The next example will evaluate the model to see how accurate it is on
a set of examples that are generated using a different random seed. The
EvaluateModel task is given the parameters needed to load the model produced
in the previous step, generate a new waveform stream with a random
seed of 2, and test on one million examples:
java -cp moa.jar -javaagent:sizeofag.jar moa.DoTask \ "EvaluateModel -m file:model1.moa \ -s (generators.WaveformGenerator -i 2) -i 1000000"
This is the first example of nesting parameters using brackets. Quotes
have been added around the description of the task, otherwise the operating
system may be confused about the meaning of the brackets.
After evaluation the following statistics are output:
classified instances = 1,000,000 classifications correct (percent) = 84.474 Kappa Statistic (percent) = 76.711
Note the the above two steps can be achieved by rolling them into one,
avoiding the need to create an external file, as follows:
java -cp moa.jar -javaagent:sizeofag.jar moa.DoTask \ "EvaluateModel -m (LearnModel -l trees.HoeffdingTree \ -s generators.WaveformGenerator -m 1000000) \ -s (generators.WaveformGenerator -i 2) -i 1000000"
The task EvaluatePeriodicHeldOutTest will train a model while taking
snapshots of performance using a held-out test set at periodic intervals.

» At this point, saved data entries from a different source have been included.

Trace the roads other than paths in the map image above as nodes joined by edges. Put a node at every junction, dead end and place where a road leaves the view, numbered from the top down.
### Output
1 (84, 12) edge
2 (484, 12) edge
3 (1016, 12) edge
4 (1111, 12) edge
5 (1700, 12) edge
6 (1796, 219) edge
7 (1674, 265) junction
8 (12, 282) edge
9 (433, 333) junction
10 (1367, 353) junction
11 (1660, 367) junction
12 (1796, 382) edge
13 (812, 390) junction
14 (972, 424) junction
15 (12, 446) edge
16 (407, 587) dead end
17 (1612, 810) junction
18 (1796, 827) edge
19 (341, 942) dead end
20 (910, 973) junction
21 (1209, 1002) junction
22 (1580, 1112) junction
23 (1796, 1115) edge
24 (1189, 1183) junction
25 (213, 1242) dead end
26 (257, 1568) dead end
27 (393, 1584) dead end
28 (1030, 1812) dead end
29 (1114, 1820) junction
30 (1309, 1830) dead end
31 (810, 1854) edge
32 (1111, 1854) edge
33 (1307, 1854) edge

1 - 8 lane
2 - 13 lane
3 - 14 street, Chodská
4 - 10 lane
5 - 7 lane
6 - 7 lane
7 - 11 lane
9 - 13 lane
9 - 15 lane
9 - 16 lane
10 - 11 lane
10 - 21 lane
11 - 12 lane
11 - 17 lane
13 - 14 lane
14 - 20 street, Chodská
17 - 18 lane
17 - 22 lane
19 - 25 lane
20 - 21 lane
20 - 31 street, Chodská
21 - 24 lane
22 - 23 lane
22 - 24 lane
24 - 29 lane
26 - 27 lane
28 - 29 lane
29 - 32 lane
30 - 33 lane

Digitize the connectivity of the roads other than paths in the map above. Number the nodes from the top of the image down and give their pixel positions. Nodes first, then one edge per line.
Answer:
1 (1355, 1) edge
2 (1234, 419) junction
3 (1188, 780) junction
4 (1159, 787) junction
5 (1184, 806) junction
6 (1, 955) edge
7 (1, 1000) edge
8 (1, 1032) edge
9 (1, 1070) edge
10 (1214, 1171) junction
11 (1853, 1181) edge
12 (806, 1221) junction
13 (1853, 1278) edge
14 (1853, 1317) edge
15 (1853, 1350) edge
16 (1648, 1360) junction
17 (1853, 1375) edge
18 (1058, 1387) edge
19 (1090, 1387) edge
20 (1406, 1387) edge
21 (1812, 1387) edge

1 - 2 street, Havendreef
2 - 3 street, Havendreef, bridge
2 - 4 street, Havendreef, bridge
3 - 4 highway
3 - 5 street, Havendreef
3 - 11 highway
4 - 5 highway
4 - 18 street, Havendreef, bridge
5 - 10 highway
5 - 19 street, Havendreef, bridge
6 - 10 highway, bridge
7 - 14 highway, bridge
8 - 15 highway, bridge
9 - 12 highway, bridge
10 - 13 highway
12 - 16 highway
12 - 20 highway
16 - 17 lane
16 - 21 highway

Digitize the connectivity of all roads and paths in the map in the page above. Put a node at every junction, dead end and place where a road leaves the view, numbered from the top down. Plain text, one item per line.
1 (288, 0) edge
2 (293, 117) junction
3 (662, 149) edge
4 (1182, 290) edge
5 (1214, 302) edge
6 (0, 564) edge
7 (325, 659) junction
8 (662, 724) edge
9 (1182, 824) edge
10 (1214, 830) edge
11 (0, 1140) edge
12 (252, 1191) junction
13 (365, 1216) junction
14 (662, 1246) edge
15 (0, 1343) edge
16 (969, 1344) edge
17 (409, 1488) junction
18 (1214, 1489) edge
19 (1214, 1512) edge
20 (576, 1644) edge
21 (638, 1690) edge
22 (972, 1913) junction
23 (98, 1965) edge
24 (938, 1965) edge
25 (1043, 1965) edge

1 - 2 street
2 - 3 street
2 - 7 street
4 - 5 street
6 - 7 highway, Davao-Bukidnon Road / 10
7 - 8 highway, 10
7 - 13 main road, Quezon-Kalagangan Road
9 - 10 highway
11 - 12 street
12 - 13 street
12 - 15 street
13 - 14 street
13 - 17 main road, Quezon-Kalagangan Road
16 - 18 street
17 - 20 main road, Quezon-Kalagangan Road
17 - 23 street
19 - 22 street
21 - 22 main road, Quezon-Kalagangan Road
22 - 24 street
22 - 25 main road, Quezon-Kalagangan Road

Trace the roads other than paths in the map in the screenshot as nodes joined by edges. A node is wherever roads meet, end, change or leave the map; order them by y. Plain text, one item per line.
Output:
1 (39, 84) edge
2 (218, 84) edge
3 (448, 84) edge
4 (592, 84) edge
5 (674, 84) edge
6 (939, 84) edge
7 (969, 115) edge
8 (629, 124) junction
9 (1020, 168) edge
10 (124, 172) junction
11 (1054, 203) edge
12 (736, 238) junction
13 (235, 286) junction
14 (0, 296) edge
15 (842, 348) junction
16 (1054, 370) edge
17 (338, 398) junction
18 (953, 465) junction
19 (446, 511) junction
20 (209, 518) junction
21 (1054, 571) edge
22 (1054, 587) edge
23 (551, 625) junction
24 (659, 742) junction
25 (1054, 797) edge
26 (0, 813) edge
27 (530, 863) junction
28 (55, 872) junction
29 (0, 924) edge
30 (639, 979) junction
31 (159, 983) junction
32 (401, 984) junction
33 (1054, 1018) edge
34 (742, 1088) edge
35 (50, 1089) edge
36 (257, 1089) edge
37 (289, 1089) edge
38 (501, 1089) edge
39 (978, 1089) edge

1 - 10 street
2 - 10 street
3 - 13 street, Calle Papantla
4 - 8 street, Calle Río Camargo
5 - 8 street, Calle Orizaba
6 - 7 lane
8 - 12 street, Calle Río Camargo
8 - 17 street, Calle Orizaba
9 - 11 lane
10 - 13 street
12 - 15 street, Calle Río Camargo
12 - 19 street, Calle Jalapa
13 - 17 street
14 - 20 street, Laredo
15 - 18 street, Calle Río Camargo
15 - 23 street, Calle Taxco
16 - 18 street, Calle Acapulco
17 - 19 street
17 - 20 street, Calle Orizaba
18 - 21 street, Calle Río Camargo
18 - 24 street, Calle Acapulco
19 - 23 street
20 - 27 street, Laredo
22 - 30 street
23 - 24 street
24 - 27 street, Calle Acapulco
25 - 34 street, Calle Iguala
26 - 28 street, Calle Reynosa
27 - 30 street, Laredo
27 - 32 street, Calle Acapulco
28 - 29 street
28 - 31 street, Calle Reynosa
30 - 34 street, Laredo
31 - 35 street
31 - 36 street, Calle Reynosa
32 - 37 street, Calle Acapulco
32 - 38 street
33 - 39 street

The following command creates a comma separated values file, training the
HoeffdingTree classifier on the WaveformGenerator data, using
the first 100 thousand examples for testing, training on a total of 100 million
examples, and testing every one million examples:
java -cp moa.jar -javaagent:sizeofag.jar moa.DoTask \ "EvaluatePeriodicHeldOutTest -l trees.HoeffdingTree \ -s generators.WaveformGenerator \ -n 100000 -i 10000000 -f 1000000" > dsresult.csv
For the purposes of comparison, a bagging learner using ten decisions trees can be trained on
the same problem:
java -cp moa.jar -javaagent:sizeofag.jar moa.DoTask \ "EvaluatePeriodicHeldOutTest -l (OzaBag -l trees.HoeffdingTree -s 10)\ -s generators.WaveformGenerator \ -n 100000 -i 10000000 -f 1000000" > htresult.csv
Another evaluation method implemented in MOA is Interleaved Test-Then-Train or Prequential:
Each individual example is used to test the model
before it is used for training, and from this the accuracy is incrementally
updated. When intentionally performed in this order, the model is always
being tested on examples it has not seen. This scheme has the advantage that
no holdout set is needed for testing, making maximum use of the available
data. It also ensures a smooth plot of accuracy over time, as each individual
example will become increasingly less significant to the overall average.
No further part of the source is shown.